→ Problem description
If a line in the data has the string "Right", please show it.

→ Records for processing

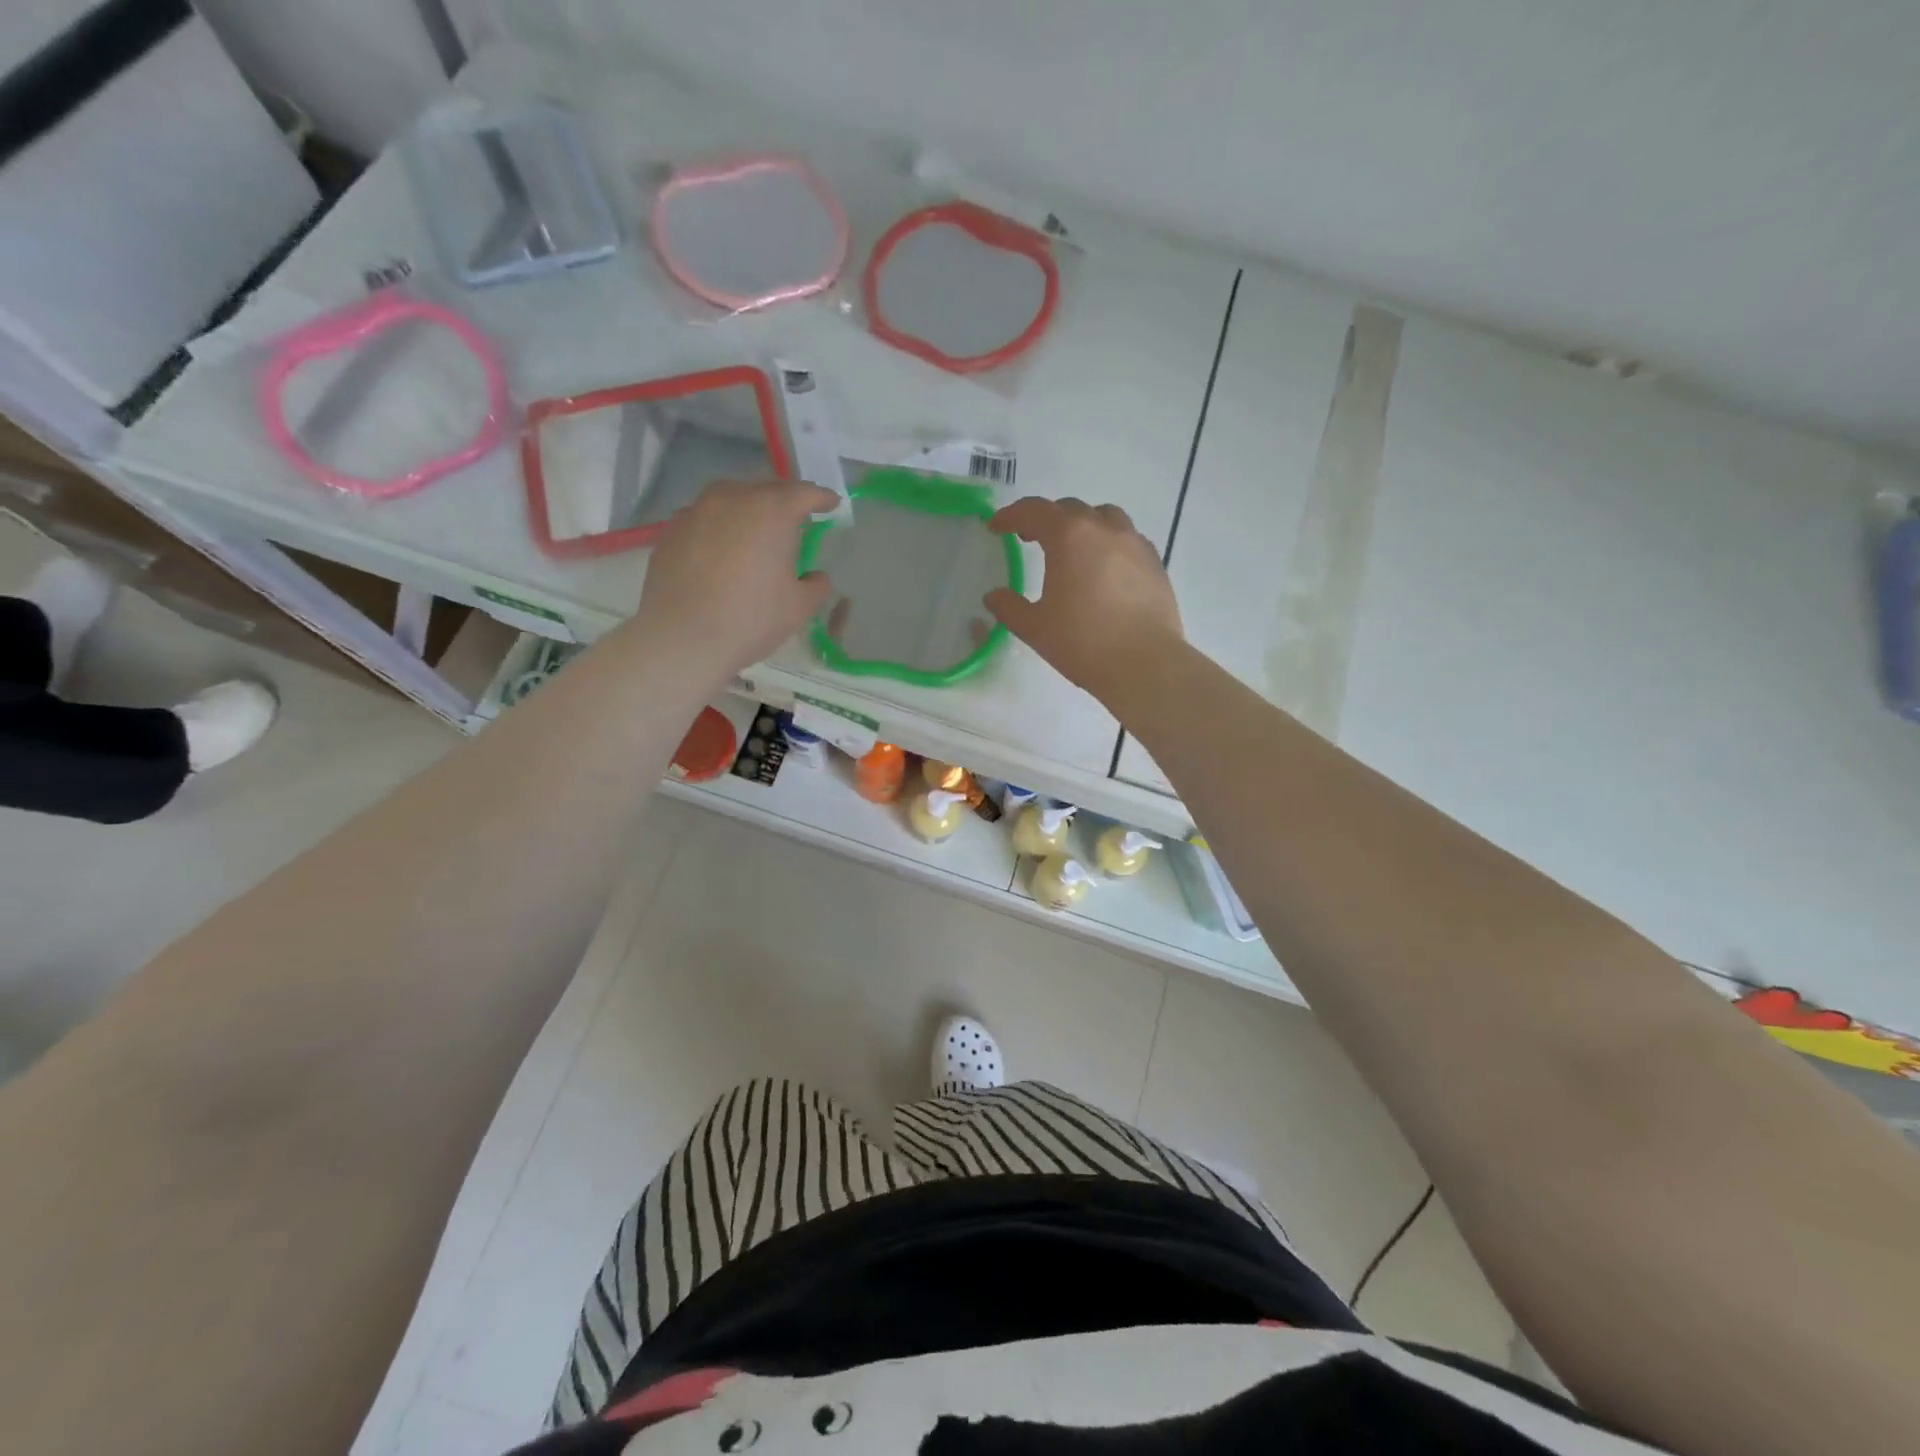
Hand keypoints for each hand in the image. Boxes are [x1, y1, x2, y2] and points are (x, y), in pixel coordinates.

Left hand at [631, 478, 837, 679]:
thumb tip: (815, 577)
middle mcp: (732, 499)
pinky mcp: (670, 531)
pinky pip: (704, 519)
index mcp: (771, 512)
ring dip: (748, 510)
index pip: (804, 493)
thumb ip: (815, 586)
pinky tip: (720, 550)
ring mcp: (696, 511)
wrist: (682, 638)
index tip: (831, 504)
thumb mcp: (799, 608)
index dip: (822, 498)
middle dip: (784, 501)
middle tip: (795, 520)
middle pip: (766, 489)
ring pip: (730, 499)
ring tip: (754, 531)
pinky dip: (718, 527)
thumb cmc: (750, 619)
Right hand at [983, 497, 1183, 702]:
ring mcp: (1134, 542)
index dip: (1010, 516)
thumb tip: (993, 596)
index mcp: (1069, 536)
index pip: (1033, 511)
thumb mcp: (1035, 628)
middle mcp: (1104, 528)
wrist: (1145, 664)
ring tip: (1072, 548)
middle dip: (1045, 519)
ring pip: (1104, 517)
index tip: (995, 527)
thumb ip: (1009, 607)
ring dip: (1082, 524)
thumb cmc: (1083, 642)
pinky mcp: (1155, 562)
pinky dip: (1108, 543)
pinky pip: (1127, 538)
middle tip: (1029, 538)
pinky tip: (1104, 568)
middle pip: (1069, 509)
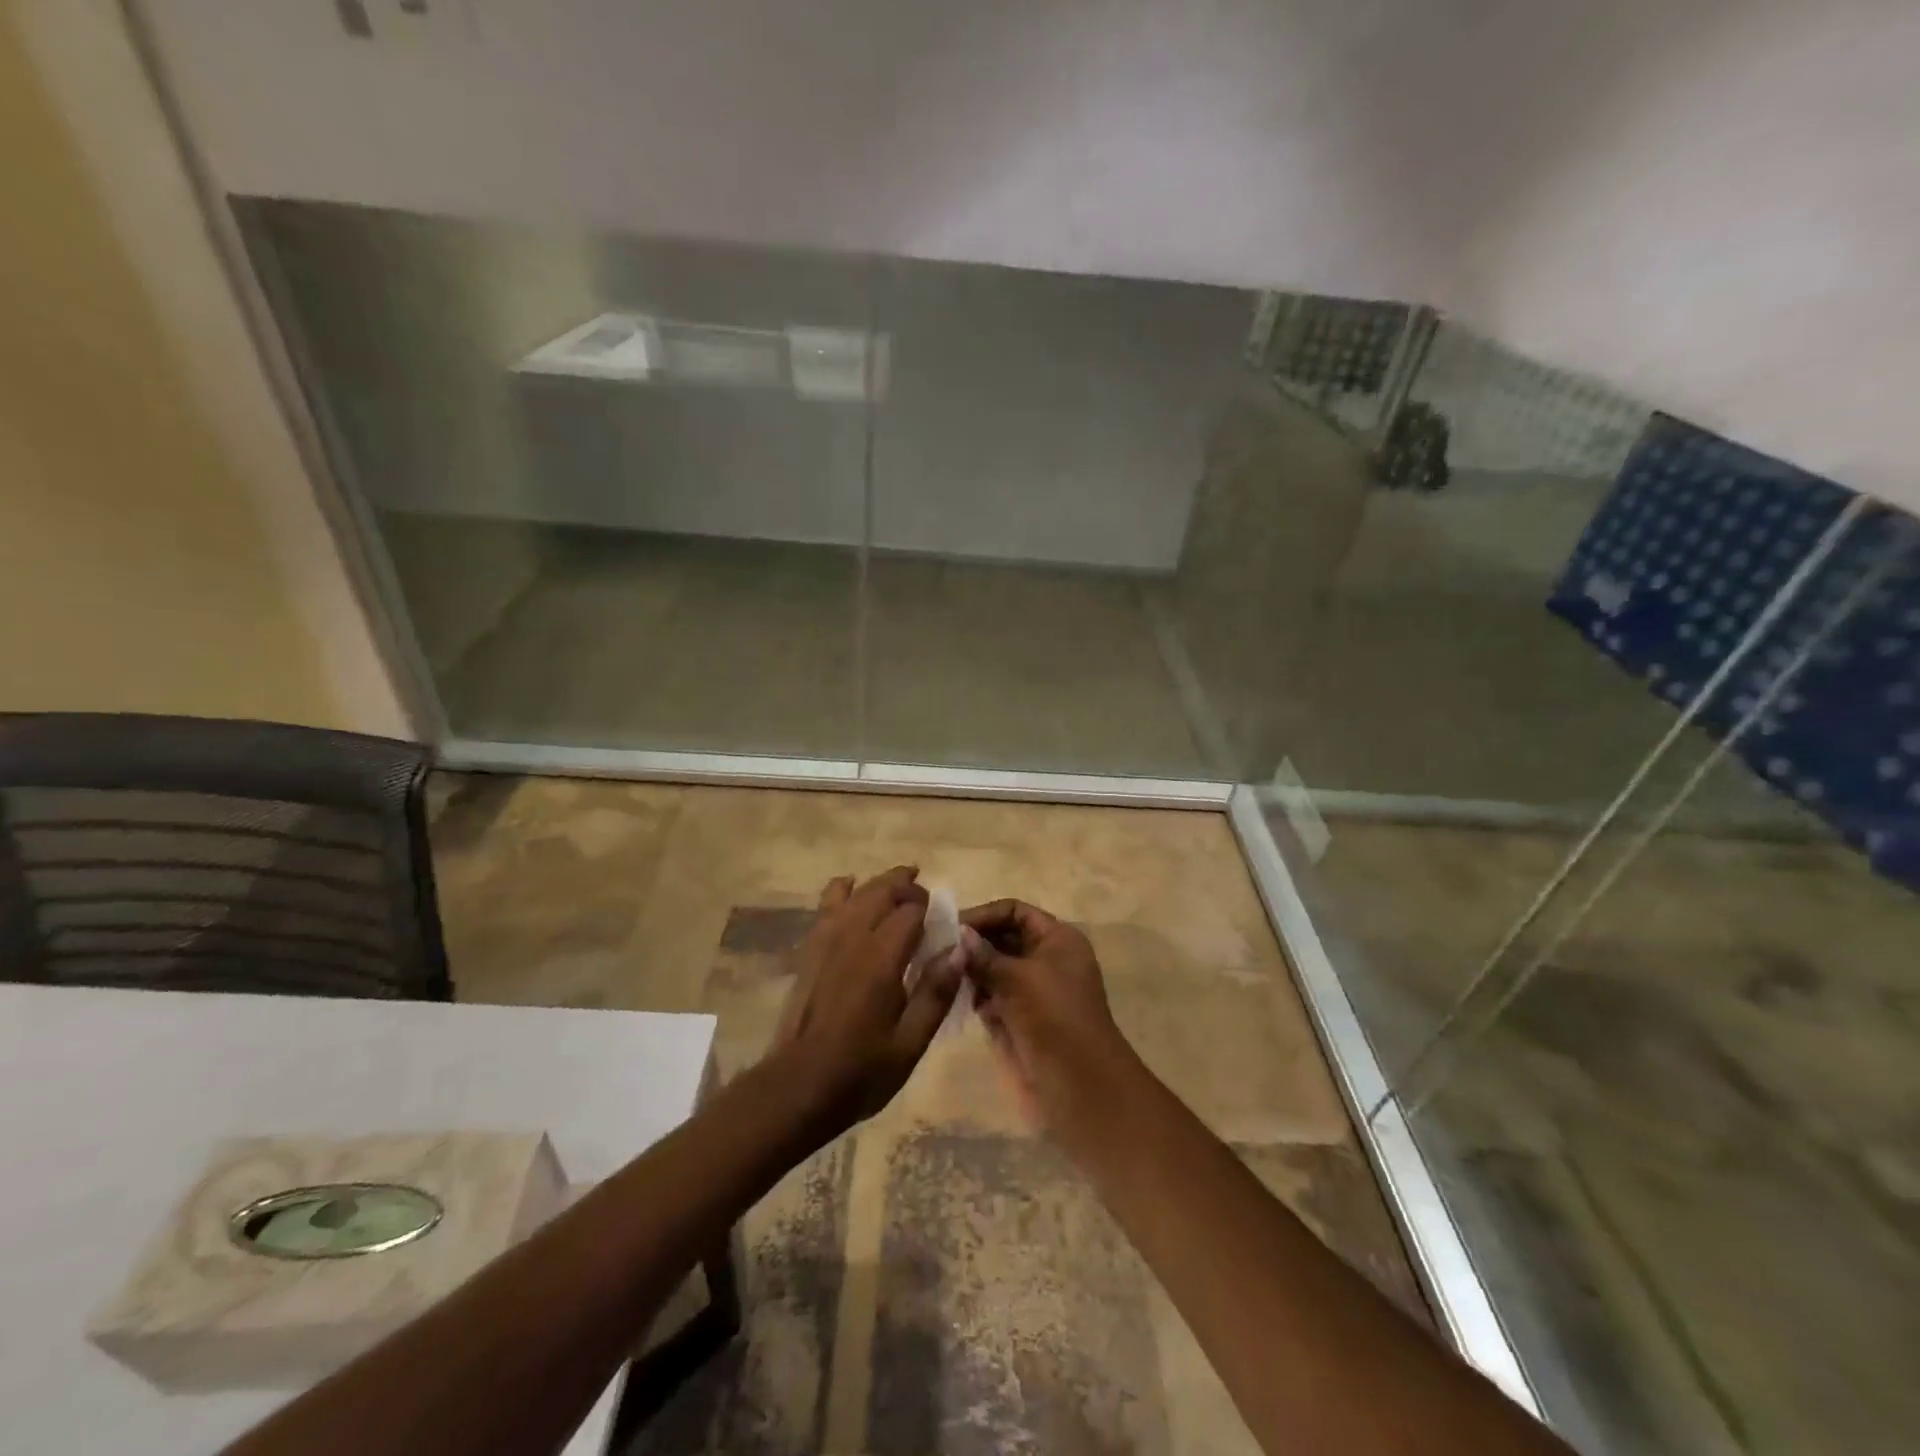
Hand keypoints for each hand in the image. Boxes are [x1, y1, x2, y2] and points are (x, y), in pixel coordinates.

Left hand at [769, 867, 961, 1136]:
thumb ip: (935, 993)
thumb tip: (960, 950)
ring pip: (855, 892)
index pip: (911, 911)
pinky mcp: (809, 950)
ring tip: (899, 882)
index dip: (930, 909)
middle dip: (906, 886)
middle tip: (925, 896)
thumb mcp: (910, 1043)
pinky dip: (842, 890)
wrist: (797, 1087)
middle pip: (882, 891)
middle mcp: (852, 938)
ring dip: (879, 883)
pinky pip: (826, 905)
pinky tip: (850, 889)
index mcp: (881, 958)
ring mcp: (825, 941)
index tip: (942, 922)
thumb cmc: (860, 1071)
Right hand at [959, 899, 1138, 1144]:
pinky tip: (953, 997)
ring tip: (938, 972)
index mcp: (1058, 940)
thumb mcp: (1018, 979)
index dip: (985, 915)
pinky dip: (974, 994)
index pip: (1016, 912)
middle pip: (1003, 938)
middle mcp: (1046, 959)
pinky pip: (992, 996)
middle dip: (972, 942)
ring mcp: (1032, 992)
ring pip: (994, 968)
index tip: (951, 927)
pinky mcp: (1020, 1019)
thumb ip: (984, 955)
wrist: (1080, 1088)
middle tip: (935, 950)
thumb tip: (957, 933)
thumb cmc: (1054, 1019)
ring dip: (969, 969)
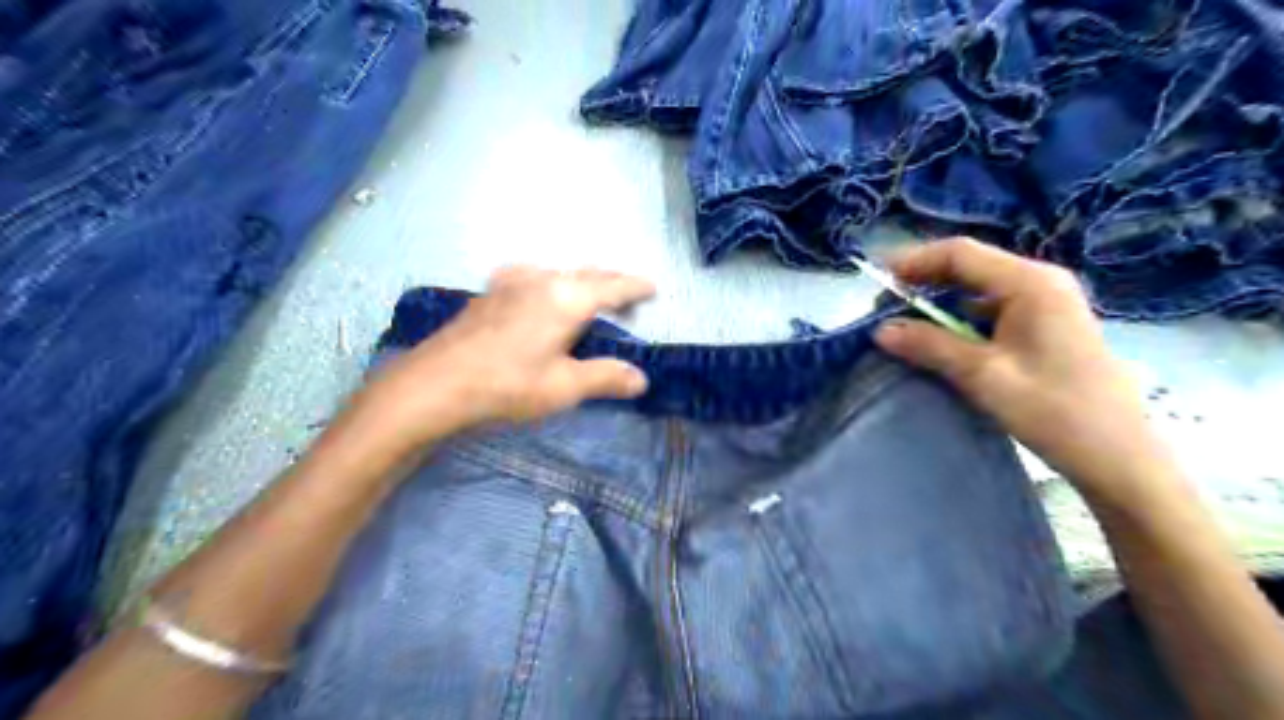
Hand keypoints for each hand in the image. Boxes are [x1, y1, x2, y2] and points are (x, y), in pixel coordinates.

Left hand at [361, 264, 656, 443]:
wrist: (435, 384)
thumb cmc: (507, 385)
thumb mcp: (564, 387)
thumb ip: (606, 378)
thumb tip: (641, 379)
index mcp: (567, 298)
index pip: (613, 286)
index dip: (635, 287)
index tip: (653, 287)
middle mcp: (542, 279)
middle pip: (587, 273)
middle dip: (612, 281)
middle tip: (629, 293)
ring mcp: (511, 282)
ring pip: (559, 271)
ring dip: (581, 278)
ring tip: (591, 291)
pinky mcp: (490, 292)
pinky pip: (533, 275)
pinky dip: (551, 280)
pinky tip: (540, 290)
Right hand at [880, 238, 1170, 496]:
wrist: (1119, 457)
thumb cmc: (1053, 410)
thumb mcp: (983, 375)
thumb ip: (930, 345)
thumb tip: (881, 330)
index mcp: (1030, 283)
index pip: (960, 254)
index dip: (914, 261)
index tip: (875, 279)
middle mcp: (1040, 282)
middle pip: (970, 266)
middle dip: (924, 280)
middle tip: (885, 304)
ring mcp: (1047, 304)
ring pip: (979, 289)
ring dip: (940, 301)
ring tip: (905, 322)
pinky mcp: (1046, 327)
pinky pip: (992, 310)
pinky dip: (960, 318)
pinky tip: (941, 339)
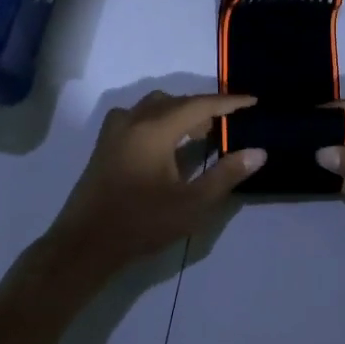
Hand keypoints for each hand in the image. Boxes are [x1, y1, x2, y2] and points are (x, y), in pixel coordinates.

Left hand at [42, 91, 265, 283]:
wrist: (86, 242)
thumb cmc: (142, 223)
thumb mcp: (191, 204)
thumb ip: (226, 175)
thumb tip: (258, 152)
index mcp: (155, 129)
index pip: (199, 105)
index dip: (228, 102)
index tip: (252, 101)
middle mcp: (134, 120)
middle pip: (176, 101)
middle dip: (204, 108)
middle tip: (227, 124)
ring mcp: (115, 130)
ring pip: (155, 106)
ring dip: (180, 112)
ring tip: (199, 134)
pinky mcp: (105, 143)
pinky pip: (137, 116)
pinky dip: (158, 118)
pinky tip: (165, 142)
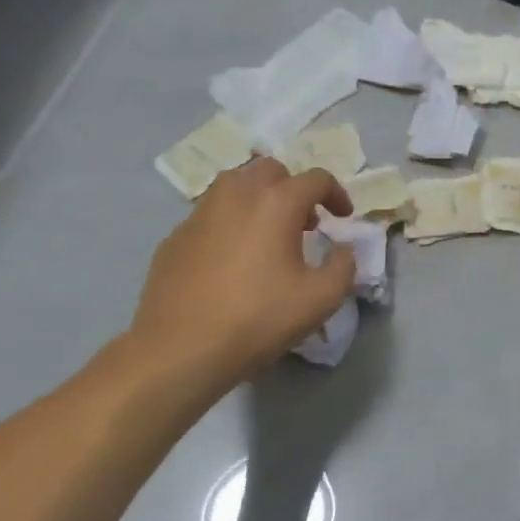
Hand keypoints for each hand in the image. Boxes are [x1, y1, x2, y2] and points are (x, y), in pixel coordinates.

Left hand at [128, 159, 355, 400]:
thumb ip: (344, 266)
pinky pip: (210, 214)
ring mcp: (200, 213)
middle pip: (271, 170)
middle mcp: (236, 195)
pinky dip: (229, 222)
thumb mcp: (322, 298)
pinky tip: (232, 258)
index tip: (343, 218)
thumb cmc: (258, 318)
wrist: (180, 350)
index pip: (316, 179)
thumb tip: (342, 250)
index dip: (337, 194)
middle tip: (305, 221)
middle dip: (293, 188)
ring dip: (259, 198)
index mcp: (276, 203)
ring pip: (234, 185)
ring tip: (268, 233)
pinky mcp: (175, 237)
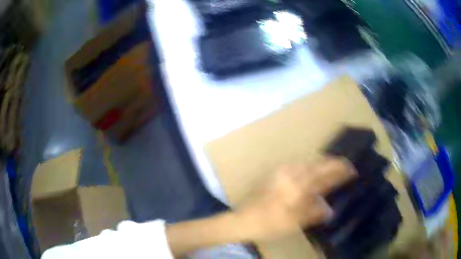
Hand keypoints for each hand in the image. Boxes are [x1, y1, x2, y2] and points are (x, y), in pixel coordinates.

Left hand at [235, 157, 355, 240]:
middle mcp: (291, 174)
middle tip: (343, 167)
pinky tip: (312, 173)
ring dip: (321, 165)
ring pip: (308, 163)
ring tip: (331, 170)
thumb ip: (314, 213)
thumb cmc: (270, 223)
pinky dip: (309, 167)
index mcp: (298, 186)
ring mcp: (282, 172)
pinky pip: (298, 166)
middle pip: (317, 164)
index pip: (324, 174)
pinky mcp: (276, 174)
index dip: (339, 170)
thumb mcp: (294, 222)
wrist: (244, 219)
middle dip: (332, 164)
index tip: (351, 168)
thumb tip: (330, 209)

→ Exercise output
Right hand at [983, 497, 1183, 702]:
Right hand at [959, 899, 1138, 1144]:
Right hand at [880, 238, 1170, 496]:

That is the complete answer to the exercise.